*** DATA SUPPLIED Section Begins ***

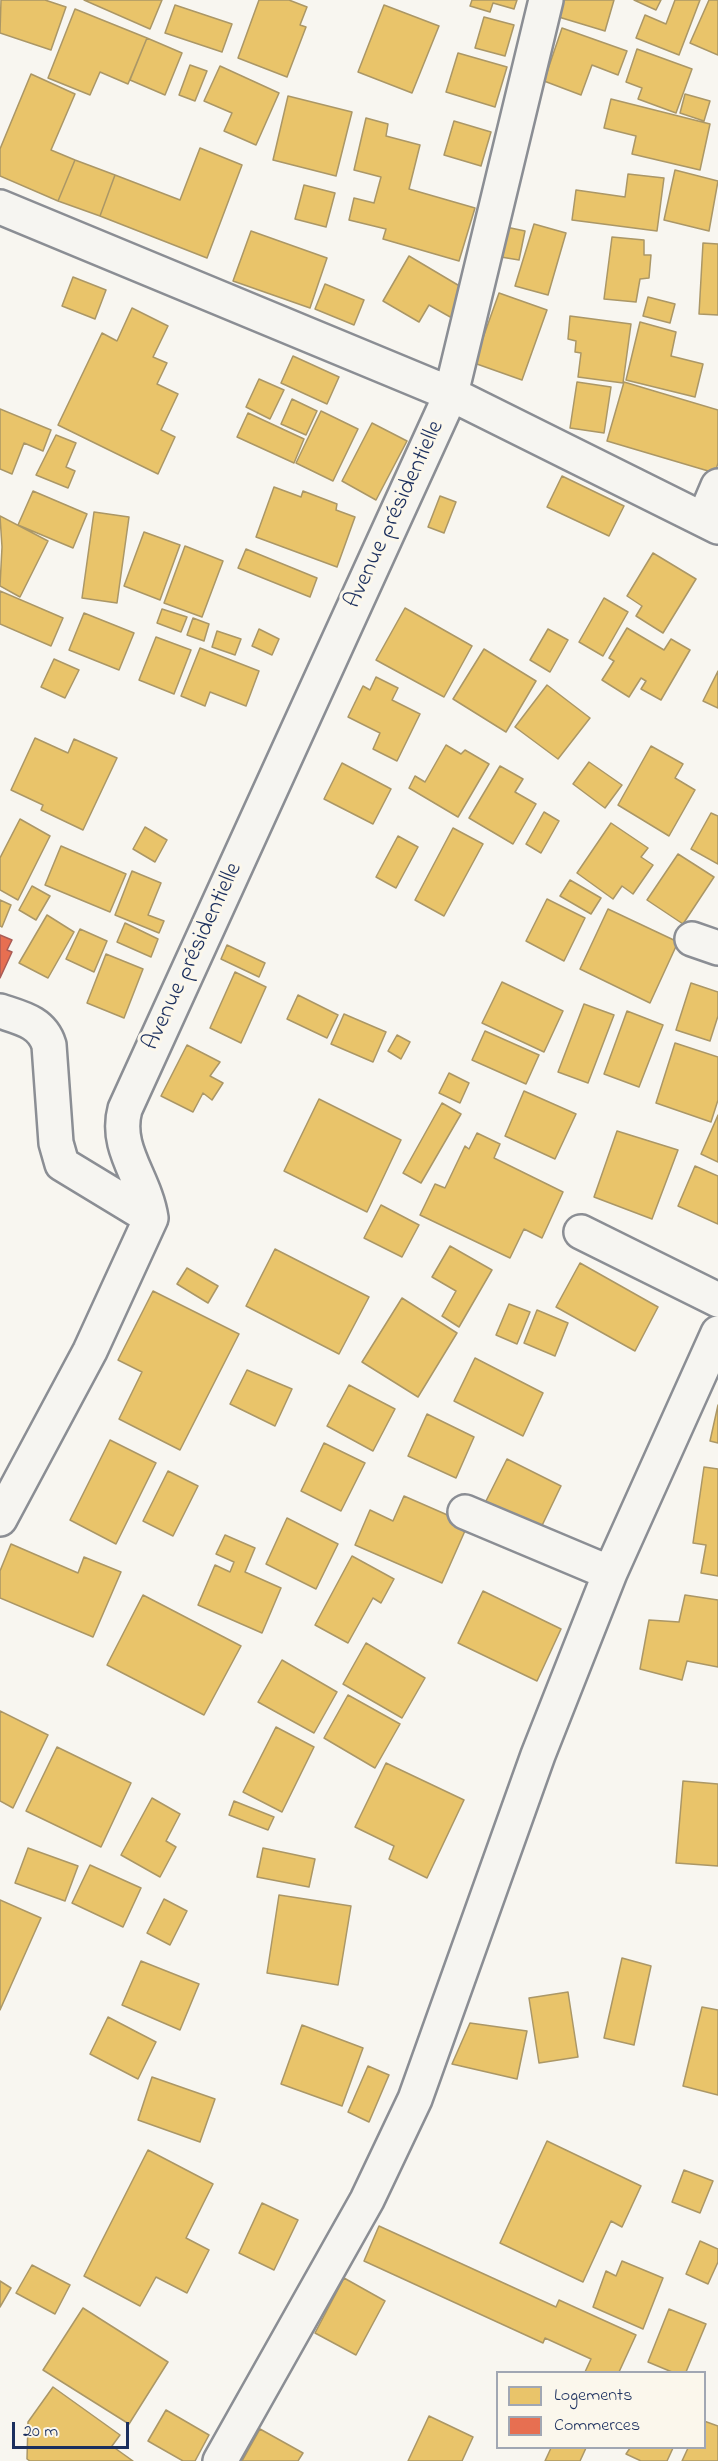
<!DOCTYPE html>
<meta charset="utf-8">
<style>
body{margin:0}
#map{position:relative;width:718px;height:2461px;overflow:hidden;background:#f8f6f0;font-family:"Indie Flower",sans-serif}
canvas{display:block}
.legend{position:absolute;left:496px;top:2371px;width:210px;height:78px;box-sizing:border-box;background:#fbf7ec;border:2px solid #a1a7b3;margin:0;padding:8px 10px;list-style:none;font-size:18px;color:#1b2f5e}
.legend li{display:flex;align-items:center;gap:12px;height:30px}
.legend b{width:30px;border:2px solid #a1a7b3}
.scale{position:absolute;left:12px;top:2422px;width:117px;height:27px;box-sizing:border-box;border:3px solid #1b2f5e;border-top:0;padding-left:8px;font-size:18px;line-height:21px;white-space:nowrap;color:#1b2f5e;-webkit-text-stroke:4px #fbf7ec;paint-order:stroke}
</style>
<div id="map">
<canvas width="718" height="2461"></canvas>
<ul class="legend">
<li><b style="height:16px;background:#e9c46a"></b>Logements</li>
<li><b style="height:16px;background:#e76f51"></b>Commerces</li>
</ul>
<div class="scale">20 m</div>
</div>
<script>
const ctx = document.querySelector('canvas').getContext('2d');
ctx.lineJoin = 'round';
function paint(path, color) {
  ctx.fillStyle = color;
  ctx.fill(path, 'evenodd');
}
function stroke(path, color, width, dash) {
  ctx.strokeStyle = color;
  ctx.lineWidth = width;
  ctx.lineCap = dash ? 'butt' : 'round';
  ctx.setLineDash(dash || []);
  ctx.stroke(path);
}
function drawText(font, color, halo, rows, align = 'center') {
  ctx.font = font + ' "Indie Flower",sans-serif';
  ctx.lineWidth = 6;
  ctx.setLineDash([]);
  ctx.textBaseline = 'middle';
  ctx.strokeStyle = halo;
  ctx.fillStyle = color;
  for (const [text, x, y, turn = 0] of rows) {
    ctx.save();
    ctx.translate(x, y);
    ctx.rotate((+turn || 0) * Math.PI / 180);
    ctx.textAlign = isNaN(turn) ? turn : align;
    if (halo) ctx.strokeText(text, 0, 0);
    ctx.fillText(text, 0, 0);
    ctx.restore();
  }
}
const homes = new Path2D(`
 M 1,0 L 45,0 L 66,7 L 51,50 L 0,33 Z
 M 84,0 L 162,0 L 150,29 Z
 M 259,0 L 289,0 L 307,7 L 300,25 L 306,27 L 287,77 L 238,58 Z
 M 472,0 L 517,0 L 514,9 L 493,3 L 490,12 L 470,6 Z
 M 557,0 L 614,0 L 605,31 L 552,15 Z
 M 634,0 L 661,0 L 656,10 Z
 M 675,0 L 700,0 L 679,55 L 636,38 L 645,15 L 666,24 Z
 M 709,0 L 718,0 L 718,55 L 690,43 Z
 M 175,5 L 232,24 L 222,52 L 165,33 Z
 M 384,5 L 439,26 L 412,93 L 358,72 Z
 M 75,9 L 147,38 L 128,84 L 100,72 L 90,95 L 48,78 Z
 M 484,17 L 514,25 L 505,56 L 475,48 Z
 M 562,28 L 627,51 L 618,75 L 592,65 L 581,95 L 544,81 Z
 M 147,38 L 182,53 L 165,95 L 130,80 Z
 M 637,49 L 692,69 L 676,113 L 638,99 L 642,88 L 626,82 Z
 M 458,53 L 507,67 L 495,107 L 446,92 Z
 M 190,65 L 207,71 L 195,101 L 179,95 Z
 M 220,66 L 279,93 L 256,145 L 224,131 L 232,113 L 204,101 Z
 M 31,74 L 75,94 L 51,150 L 75,160 L 58,201 L 0,176 L 0,149 Z
 M 685,94 L 710,101 L 704,121 L 680,113 Z
 M 288,96 L 352,112 L 336,176 L 273,160 Z
 M 611,99 L 710,124 L 700,170 L 632,154 L 636,136 L 604,128 Z
 M 366,118 L 388,124 L 386,136 L 420,145 L 409,189 L 475,208 L 459,261 L 383,239 L 386,229 L 349,220 L 354,198 L 374,203 L 381,177 L 354,170 Z
 M 454,121 L 491,132 L 481,166 L 444,155 Z
 M 200,148 L 242,165 L 207,258 L 100,216 L 115,175 L 180,200 Z
 M 75,160 L 115,175 L 100,216 L 58,201 Z
 M 675,170 L 718,181 L 709,231 L 664,220 Z
 M 628,174 L 664,178 L 657,231 L 572,220 L 576,190 L 625,197 Z
 M 304,185 L 335,193 L 326,227 L 295,219 Z
 M 534,224 L 566,233 L 548,295 L 515,286 Z
 M 506,227 L 525,231 L 519,260 L 501,257 Z
 M 251,231 L 327,258 L 310,308 L 233,281 Z
 M 612,237 L 644,240 L 644,255 L 651,255 L 649,278 L 640,279 L 636,302 L 604,299 Z
 M 703,243 L 718,244 L 718,315 L 699,314 Z
 M 409,256 L 468,291 L 452,318 L 429,305 L 419,322 L 383,301 Z
 M 73,277 L 106,290 L 95,319 L 62,306 Z
 M 325,284 L 364,300 L 354,325 L 315,309 Z
 M 499,293 L 547,310 L 522,380 L 474,363 Z
 M 648,297 L 675,304 L 670,323 L 643,316 Z
 M 132,308 L 168,326 L 153,357 L 167,363 L 157,384 L 178,394 L 161,430 L 175,437 L 158,474 L 58,425 L 102,333 L 117,341 Z
 M 570,316 L 631,324 L 623,383 L 578,377 L 581,353 L 575,352 L 576,341 L 568,339 Z
 M 640,322 L 676,332 L 671,356 L 703,364 L 695,397 L 626,380 Z
 M 293,356 L 339,377 L 327,404 L 281,383 Z
 M 259,379 L 284,390 L 270,419 L 246,407 Z
 M 577,382 L 611,387 L 604,433 L 570,428 Z
 M 624,382 L 718,410 L 718,463 L 715,473 L 607,441 Z
 M 292,399 L 317,411 L 306,435 L 281,424 Z
 M 0,409 L 51,430 L 43,451 L 24,443 L 12,474 L 0,469 Z
 M 321,411 L 358,429 L 333,481 L 296,463 Z
 M 248,413 L 304,439 L 294,463 L 237,437 Z
 M 372,423 L 407,441 L 376,500 L 342,481 Z
 M 56,435 L 76,443 L 66,467 L 75,471 L 68,488 L 36,475 Z
 M 562,476 L 624,506 L 609,536 L 547,507 Z
 M 274,487 L 301,497 L 303,491 L 337,504 L 336,510 L 355,517 L 337,567 L 256,537 Z
 M 33,491 L 87,514 L 73,548 L 18,525 Z
 M 440,496 L 456,502 L 444,533 L 428,527 Z
 M 94,512 L 129,517 L 117,603 L 82,598 Z
 M 0,516 L 48,541 L 20,597 L 0,586 L 2,547 Z
 M 144,532 L 180,545 L 160,600 L 124,586 Z
 M 185,546 L 223,561 L 202,617 L 164,603 Z
 M 246,549 L 317,578 L 310,597 L 238,568 Z
 M 653,553 L 696,579 L 663,633 L 636,616 L 642,606 L 627,596 Z
 M 0,591 L 63,618 L 51,646 L 0,624 Z
 M 604,598 L 628,612 L 603,656 L 579,642 Z
 M 405,608 L 472,646 L 444,697 L 376,660 Z
 M 162,609 L 187,617 L 181,632 L 157,623 Z
 M 84,613 L 134,633 L 119,670 L 69,650 Z
 M 193,618 L 209,624 L 204,641 L 187,635 Z
 M 627,628 L 664,650 L 671,639 L 690,650 L 661,700 L 641,689 L 646,681 L 641,678 L 629,697 L 602,680 L 614,661 L 609,658 Z
 M 259,629 L 279,639 L 272,655 L 252,646 Z
 M 548,629 L 568,640 L 550,672 L 530,660 Z
 M 217,631 L 241,639 L 235,655 L 212,647 Z
 M 156,637 L 191,650 L 174,694 L 139,680 Z
 M 200,648 L 259,671 L 246,706 L 210,692 L 205,706 L 181,696 Z
 M 484,649 L 536,681 L 506,732 L 453,699 Z
 M 54,659 L 79,670 L 65,698 L 41,687 Z
 M 718,671 L 718,708 L 703,701 Z
 M 376,677 L 398,688 L 392,700 L 420,714 L 397,761 L 373,749 L 380,733 L 348,717 L 363,686 L 370,690 Z
 M 547,685 L 590,718 L 558,759 L 515,727 Z
 M 35,738 L 68,753 L 74,739 L 117,758 L 83,830 L 41,810 L 43,805 L 11,790 Z
 M 446,745 L 461,754 L 465,750 L 489,764 L 458,817 L 409,788 L 415,776 L 425,782 Z
 M 651,746 L 683,764 L 675,778 L 695,790 L 669,836 L 618,805 Z
 M 589,762 L 622,785 L 605,808 L 573,784 Z
 M 342,763 L 391,789 L 373,824 L 324,799 Z
 M 500,766 L 523,779 L 515,792 L 536,804 L 513,844 L 469,818 Z
 M 544,812 L 559,821 L 541,853 L 526,844 Z
 M 711,813 L 718,816 L 718,864 L 691,849 Z
 M 20,819 L 50,836 L 18,900 L 0,890 L 0,858 Z
 M 611,823 L 648,848 L 641,857 L 653,865 L 633,894 L 622,886 L 613,899 L 577,873 Z
 M 145,827 L 167,840 L 155,862 L 133,849 Z
 M 453,828 L 483,844 L 444,916 L 415,900 Z
 M 398,836 L 418,847 L 396,888 L 376,877 Z
 M 61,846 L 126,874 L 110,912 L 45,885 Z
 M 678,854 L 714,877 L 683,924 L 647,900 Z
 M 132,871 L 161,883 L 148,915 L 164,921 L 159,933 L 115,915 Z
 M 570,880 L 601,898 L 591,914 L 560,896 Z
 M 32,886 L 50,896 L 36,920 L 19,910 Z
 M 547,899 L 585,918 L 564,961 L 526,941 Z
 M 0,900 L 11,905 L 2,927 L 0,926 Z
 M 608,909 L 678,942 L 650,1003 L 580,969 Z
 M 47,915 L 74,932 L 48,978 L 19,963 Z
 M 125,923 L 158,939 L 151,957 L 117,942 Z
 M 80,929 L 107,941 L 94,972 L 66,959 Z
 M 227,945 L 265,963 L 259,977 L 221,959 Z
 M 106,954 L 143,969 L 124,1018 L 87,1003 Z
 M 235,972 L 266,987 L 241,1043 L 210,1028 Z
 M 502,982 L 563,1011 L 544,1052 L 482,1023 Z
 M 691,983 L 718,992 L 718,1016 L 710,1041 L 676,1030 Z
 M 298,995 L 338,1015 L 327,1038 L 287,1019 Z
 M 584,1004 L 614,1015 L 588,1083 L 558,1072 Z
 M 627,1011 L 663,1025 L 639,1087 L 604,1074 Z
 M 344,1014 L 386,1032 L 373,1062 L 331,1044 Z
 M 485,1031 L 539,1055 L 526,1084 L 472,1060 Z
 M 397,1035 L 410,1042 L 401,1059 L 388,1051 Z
 M 675,1043 L 718,1057 L 718,1100 L 711,1122 L 656,1103 Z
 M 187,1045 L 220,1062 L 210,1076 L 223,1083 L 212,1100 L 203,1093 L 193,1112 L 161,1096 Z
 M 449,1073 L 469,1083 L 460,1103 L 439,1093 Z
 M 524,1091 L 576,1114 L 555,1159 L 505,1136 Z
 M 319,1099 L 401,1140 L 367,1212 L 284,1171 Z
 M 442,1103 L 461,1114 L 421,1183 L 403,1173 Z
 M 718,1115 L 718,1162 L 701,1154 Z
 M 617,1131 L 678,1150 L 652,1219 L 594,1197 Z
 M 477,1133 L 500,1144 L 494,1158 L 563,1192 L 542,1238 L 524,1229 L 510,1258 L 420,1215 L 435,1184 L 445,1188 L 465,1146 L 469,1149 Z
 M 695,1166 L 718,1176 L 718,1224 L 678,1206 Z
 M 381,1205 L 419,1225 L 402,1257 L 364,1238 Z
 M 450,1246 L 492,1270 L 459,1327 L 442,1316 L 456,1291 L 432,1277 Z
 M 275,1249 L 369,1297 L 339,1354 L 246,1306 Z
 M 580,1263 L 658,1307 L 635,1351 L 556,1307 Z
 M 187,1268 L 218,1286 L 208,1303 L 177,1284 Z
 M 153,1291 L 239,1334 L 180,1450 L 119,1419 L 142,1372 L 118,1360 Z
 M 402,1298 L 457,1333 L 418,1397 L 362,1362 Z
 M 509,1304 L 530,1312 L 517,1344 L 496,1335 Z
 M 537,1310 L 568,1323 L 555,1356 L 524,1343 Z
 M 475,1358 L 543,1393 L 523,1436 L 454,1401 Z
 M 247,1370 L 292,1389 L 275,1426 L 230,1404 Z
 M 349,1385 L 395,1409 L 373,1451 L 327,1426 Z
 M 718,1405 L 718,1443 L 710,1441 Z
 M 427,1414 L 474,1437 L 456,1478 L 408,1456 Z
 M 110,1440 L 156,1463 L 116,1544 L 70,1520 Z
 M 324,1443 L 365,1463 L 341,1511 L 301,1491 Z
 M 507,1459 L 561,1486 L 537,1536 L 482,1509 Z
 M 704,1467 L 718,1469 L 718,1576 L 701,1573 L 706,1545 L 693,1543 Z
 M 168,1471 L 198,1486 L 173,1536 L 143,1521 Z
 M 404,1496 L 468,1524 L 442,1583 L 355,1545 L 370,1510 L 393,1521 Z
 M 287,1518 L 338,1544 L 316,1589 L 266,1564 Z
 M 225,1535 L 255,1548 L 245,1572 L 281,1588 L 262,1633 L 198,1605 L 215,1565 L 230,1572 L 234,1562 L 216,1554 Z
 M 11,1544 L 78,1573 L 84,1557 L 121,1572 L 93,1637 L 0,1598 L 0,1571 Z
 M 352,1556 L 394,1579 L 381,1603 L 373,1598 L 348,1643 L 315,1625 Z
 M 483,1591 L 561,1629 L 537,1681 L 458,1643 Z
 M 143,1595 L 241,1646 L 204,1715 L 107,1665 Z
 M 685,1595 L 718,1600 L 718,1667 L 687,1661 L 682,1680 L 640,1669 L 649,1620 L 679,1622 Z
 M 366,1643 L 425,1678 L 402,1718 L 343,1684 Z
 M 282,1660 L 337,1692 L 314,1733 L 258,1702 Z
 M 348,1695 L 400,1724 L 375,1768 L 324,1738 Z
 M 0,1711 L 48,1735 L 13,1808 L 0,1801 Z
 M 276,1727 L 314,1747 L 282,1812 L 243,1792 Z
 M 57,1747 L 131,1783 L 101,1847 L 26,1811 Z
 M 386,1763 L 464,1800 L 427,1878 L 389,1859 L 394,1846 L 355,1827 Z
 M 683,1781 L 718,1784 L 718,1866 L 676,1863 Z
 M 152,1798 L 180,1814 L 166,1841 L 176,1847 L 160,1877 L 121,1855 Z
 M 234,1801 L 274,1817 L 268,1830 L 229,1815 Z
 M 28,1848 L 78,1866 L 65,1901 L 15,1883 Z
 M 263,1848 L 315,1859 L 309,1887 L 257,1877 Z
 M 90,1865 L 141,1888 L 123,1927 L 72,1903 Z
 M 279,1895 L 351,1906 L 338,1985 L 267,1973 Z
 M 164,1899 L 187,1911 L 170,1945 L 147,1933 Z
 M 0,1900 L 41,1918 L 0,2010 Z
 M 622,1958 L 651,1966 L 634,2045 L 604,2038 Z
 M 141,1961 L 199,1984 L 180,2030 L 122,2005 Z
 M 568,1992 L 578,2057 L 539,2063 L 529,1998 Z
 M 702,2007 L 718,2010 L 718,2095 L 683,2086 Z
 M 108,2017 L 156,2042 L 138,2079 L 90,2054 Z
 M 470,2023 L 527,2031 L 517,2079 L 452,2064 Z
 M 302,2025 L 363,2048 L 342,2106 L 281,2084 Z
 M 368,2066 L 389,2075 L 369,2122 L 348,2112 Z
 M 152,2077 L 215,2099 L 200,2142 L 138,2120 Z
 M 547,2141 L 641,2186 L 622,2227 L 611,2221 L 583,2282 L 500,2243 Z
 M 148,2150 L 213,2184 L 186,2238 L 209,2250 L 187,2293 L 156,2277 L 140,2306 L 84,2276 Z
 M 684,2170 L 713,2181 L 700,2213 L 672,2202 Z
 M 262,2203 L 298,2220 L 274,2270 L 239,2253 Z
 M 379,2226 L 556,2307 L 559,2300 L 636,2335 L 619,2372 L 585,2372 L 591,2359 L 545,2338 L 543,2343 L 364,2261 Z
 M 700,2241 L 718,2249 L 718,2262 L 708,2284 L 686,2274 Z
 M 622,2261 L 663,2278 L 643,2329 L 593,2307 L 606,2271 L 616,2276 Z
 M 32,2265 L 70,2285 L 55,2314 L 16,2293 Z
 M 344,2278 L 385,2301 L 356,2355 L 315,2333 Z
 M 0,2281 L 11,2288 L 0,2307 Z
 M 83,2308 L 168,2362 L 129,2424 L 43,2370 Z
 M 669,2309 L 706,2324 L 686,2372 L 672,2372 L 648,2362 Z
 M 53,2387 L 120,2435 L 112,2446 L 133,2461 L 30,2461 L 27,2459 L 28,2422 Z
 M 166,2410 L 209,2435 L 195,2461 L 183,2461 L 148,2441 Z
 M 429,2416 L 473,2437 L 462,2461 L 408,2461 Z
 M 704,2421 L 718,2426 L 718,2461 L 682,2461 L 688,2448 L 704,2448 Z
 M 260,2429 L 303,2453 L 298,2461 L 242,2461 Z
 M 551,2448 L 586,2448 L 580,2461 L 545,2461 Z
 M 630,2448 L 673,2448 L 667,2461 L 641,2461 L 626,2454 Z`);
paint(homes, '#e9c46a');
stroke(homes, '#ab9766', 1.5);
const shops = new Path2D(`
 M 0,935 L 12,940 L 7,950 L 12,952 L 0,978 Z`);
paint(shops, '#e76f51');
stroke(shops, '#aa5c55', 1.5);
const minor = new Path2D(`
 M 0,207 L 451,394 L 718,527
 M 704,519 L 718,486
 M 692,939 L 718,948
 M 0,1011 C 21,1018 42,1022 49,1045 L 56,1143 L 62,1164 L 151,1218
 M 581,1232 L 718,1300
 M 465,1512 L 610,1573
 M 0,1519 L 90,1351 L 151,1218 C 145,1178 114,1149 125,1109 L 451,394 L 546,0
 M 220,2461 L 367,2200 L 415,2099 L 538,1755 L 610,1573 L 718,1333`);
stroke(minor, '#8b8e94', 38);
stroke(minor, '#f6f5f1', 33);
drawText('24px', '#1b2f5e', '#fbf7ec', [
 ["Avenue présidentielle",396,515,-65],
 ["Avenue présidentielle",194,957,-65]
]);
</script>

*** DATA SUPPLIED Section Ends ***

## EXERCISE INSTRUCTIONS
Using the records above, write out exactly the lines between the one holding "M 73,277 L 106,290 L 95,319 L 62,306 Z" and the one holding "M 132,308 L", inclusive; leave everything else out.

## RESPONSE BELOW
 M 73,277 L 106,290 L 95,319 L 62,306 Z
 M 325,284 L 364,300 L 354,325 L 315,309 Z
 M 499,293 L 547,310 L 522,380 L 474,363 Z
 M 648,297 L 675,304 L 670,323 L 643,316 Z
 M 132,308 L 168,326 L 153,357 L 167,363 L 157,384 L 178,394 L 161,430 L 175,437 L 158,474 L 58,425 L 102,333 L 117,341 Z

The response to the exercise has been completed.